A Hadoop compute source binds a Dataphin project to a Hadoop cluster. It provides the compute resources needed to run offline computing tasks in Dataphin. If you set the Dataphin compute engine to Hadoop, only projects with a Hadoop compute source can use features such as standard modeling, ad hoc queries, Hive tasks, and generic scripts. This topic describes how to create a Hadoop compute source.
Prerequisites
Before you begin, make sure that the following requirements are met:
Set the Dataphin compute engine to Hadoop. For more information, see Set the compute engine to Hadoop.
Make sure the Hive user has the following permissions:
CREATEFUNCTION permission.
ImportantYou need this permission to register user-defined functions (UDFs) in Hive through Dataphin. Without this permission, you cannot create UDFs in Dataphin or use Dataphin's asset security features.
Read, write, and execute permissions on the HDFS directory where UDFs are stored.
The default UDF directory in HDFS is
/tmp/dataphin. You can change this directory.
If you plan to run Impala tasks for fast queries and data analysis, you must first deploy Impala (version 2.5 or later) on your Hadoop cluster.
If you use E-MapReduce 5.x as the compute engine and want to use Hive external tables based on OSS for offline integration, you must first configure your environment. For more information, see Use Hive external tables based on OSS for offline integration.
Impala task limits
If you enable Impala tasks for fast queries and data analysis, the following limits apply in Dataphin:
Only Impala version 2.5 or later is supported.
Logical tables do not support the Impala execution engine. However, you can query logical tables using Impala.
Dataphin connects to the Impala JDBC port (default: 21050) using the Impala JDBC client. Hive JDBC ports are not supported. Before you create an Impala task or data source in Dataphin, check with your cluster provider to confirm that Impala JDBC connections are supported.

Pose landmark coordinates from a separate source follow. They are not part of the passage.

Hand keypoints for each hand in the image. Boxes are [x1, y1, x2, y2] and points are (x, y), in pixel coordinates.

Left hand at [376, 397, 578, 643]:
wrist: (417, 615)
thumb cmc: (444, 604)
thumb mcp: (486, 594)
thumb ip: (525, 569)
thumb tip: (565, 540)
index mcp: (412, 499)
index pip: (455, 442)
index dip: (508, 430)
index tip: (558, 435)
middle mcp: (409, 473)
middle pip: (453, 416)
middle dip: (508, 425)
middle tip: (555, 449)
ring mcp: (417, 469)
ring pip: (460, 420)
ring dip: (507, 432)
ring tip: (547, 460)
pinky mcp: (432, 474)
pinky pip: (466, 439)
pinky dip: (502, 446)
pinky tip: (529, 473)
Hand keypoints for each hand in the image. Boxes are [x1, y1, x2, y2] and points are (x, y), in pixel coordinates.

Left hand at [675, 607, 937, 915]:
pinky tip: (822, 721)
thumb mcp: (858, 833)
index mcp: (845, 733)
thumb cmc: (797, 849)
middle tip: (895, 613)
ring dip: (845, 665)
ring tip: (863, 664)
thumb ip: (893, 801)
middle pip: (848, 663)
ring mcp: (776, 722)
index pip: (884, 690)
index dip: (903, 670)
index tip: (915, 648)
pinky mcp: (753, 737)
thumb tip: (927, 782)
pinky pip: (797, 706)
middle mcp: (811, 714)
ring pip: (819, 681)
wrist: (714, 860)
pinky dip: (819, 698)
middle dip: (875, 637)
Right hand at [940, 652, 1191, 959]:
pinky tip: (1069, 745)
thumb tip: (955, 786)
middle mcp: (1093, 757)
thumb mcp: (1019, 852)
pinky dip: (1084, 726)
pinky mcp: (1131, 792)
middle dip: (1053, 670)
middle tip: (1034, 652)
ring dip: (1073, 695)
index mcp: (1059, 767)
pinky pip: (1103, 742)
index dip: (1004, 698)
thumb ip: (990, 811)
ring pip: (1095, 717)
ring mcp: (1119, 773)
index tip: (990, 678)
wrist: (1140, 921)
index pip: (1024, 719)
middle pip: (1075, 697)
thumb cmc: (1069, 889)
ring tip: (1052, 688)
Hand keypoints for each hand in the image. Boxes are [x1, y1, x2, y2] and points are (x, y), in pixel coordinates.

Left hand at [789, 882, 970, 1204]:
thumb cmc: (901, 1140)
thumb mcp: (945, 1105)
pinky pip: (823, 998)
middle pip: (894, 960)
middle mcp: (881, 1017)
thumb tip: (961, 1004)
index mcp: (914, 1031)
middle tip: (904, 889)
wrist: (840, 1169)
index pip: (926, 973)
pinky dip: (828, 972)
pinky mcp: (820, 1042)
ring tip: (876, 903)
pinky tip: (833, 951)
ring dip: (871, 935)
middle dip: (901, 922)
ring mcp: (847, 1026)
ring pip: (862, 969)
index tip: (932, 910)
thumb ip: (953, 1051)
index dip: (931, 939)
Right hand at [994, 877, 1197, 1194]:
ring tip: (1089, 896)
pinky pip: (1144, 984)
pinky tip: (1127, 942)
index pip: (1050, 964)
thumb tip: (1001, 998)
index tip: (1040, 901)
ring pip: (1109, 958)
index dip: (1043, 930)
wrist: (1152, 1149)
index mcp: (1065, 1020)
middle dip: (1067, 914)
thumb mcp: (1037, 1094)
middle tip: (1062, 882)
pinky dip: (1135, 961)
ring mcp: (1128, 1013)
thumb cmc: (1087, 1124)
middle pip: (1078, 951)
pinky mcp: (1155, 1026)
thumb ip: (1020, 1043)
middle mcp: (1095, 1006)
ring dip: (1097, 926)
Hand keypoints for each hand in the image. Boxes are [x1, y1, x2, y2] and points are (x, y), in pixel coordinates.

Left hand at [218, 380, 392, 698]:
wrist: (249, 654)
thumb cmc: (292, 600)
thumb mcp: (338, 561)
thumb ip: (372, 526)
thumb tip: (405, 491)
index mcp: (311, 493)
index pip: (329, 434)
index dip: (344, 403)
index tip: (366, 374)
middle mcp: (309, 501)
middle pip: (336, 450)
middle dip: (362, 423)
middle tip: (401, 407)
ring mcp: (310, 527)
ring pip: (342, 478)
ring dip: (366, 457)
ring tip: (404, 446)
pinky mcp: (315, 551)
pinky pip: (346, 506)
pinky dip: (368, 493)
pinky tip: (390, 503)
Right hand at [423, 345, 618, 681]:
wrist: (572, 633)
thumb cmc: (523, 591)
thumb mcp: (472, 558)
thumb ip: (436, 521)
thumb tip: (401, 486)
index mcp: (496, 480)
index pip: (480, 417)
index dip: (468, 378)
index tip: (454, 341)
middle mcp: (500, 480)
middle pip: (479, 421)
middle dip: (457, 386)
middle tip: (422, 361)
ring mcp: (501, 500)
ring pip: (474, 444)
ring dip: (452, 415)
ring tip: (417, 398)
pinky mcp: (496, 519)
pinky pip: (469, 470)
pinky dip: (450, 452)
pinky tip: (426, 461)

Because Hive cannot access Kudu tables, the following limits apply:
Hive SQL cannot access Kudu tables. If you attempt to access them, the SQL execution fails with the following error:
FAILED: RuntimeException java.lang.ClassNotFoundException: org.apache.Hadoop.hive.kudu.KuduInputFormat.You cannot use Kudu tables as source tables for modeling. Tasks that use Kudu source tables will fail.
Security scan tasks use Impala SQL to scan Kudu tables. If Impala is not enabled in the project where the scan task runs, Kudu table scanning is not supported.
Quality rule checks use Impala SQL for Kudu tables. If Impala is not enabled, the quality check fails.
The tag platform does not support Kudu tables as offline view tables.
Dataphin does not support retrieving the storage size of Kudu tables.
Storage size information for Kudu tables is not available in asset details.
The empty-table governance feature in resource administration does not support Kudu tables.
Kudu tables do not support quality rules for table size or table partition size.
Spark SQL service limits
If you enable the Spark SQL service, the following limits apply in Dataphin:
Only Spark version 3.x is supported.
You must deploy and start one of the following services on your Hadoop cluster: Spark Thrift Server, Kyuubi, or Livy.
Dataphin does not validate data permissions for Spark Call commands. Use them with caution.
The Spark SQL service configuration must be identical for both production and development compute sources. If the configurations differ, you cannot configure Spark resource settings for Spark SQL tasks.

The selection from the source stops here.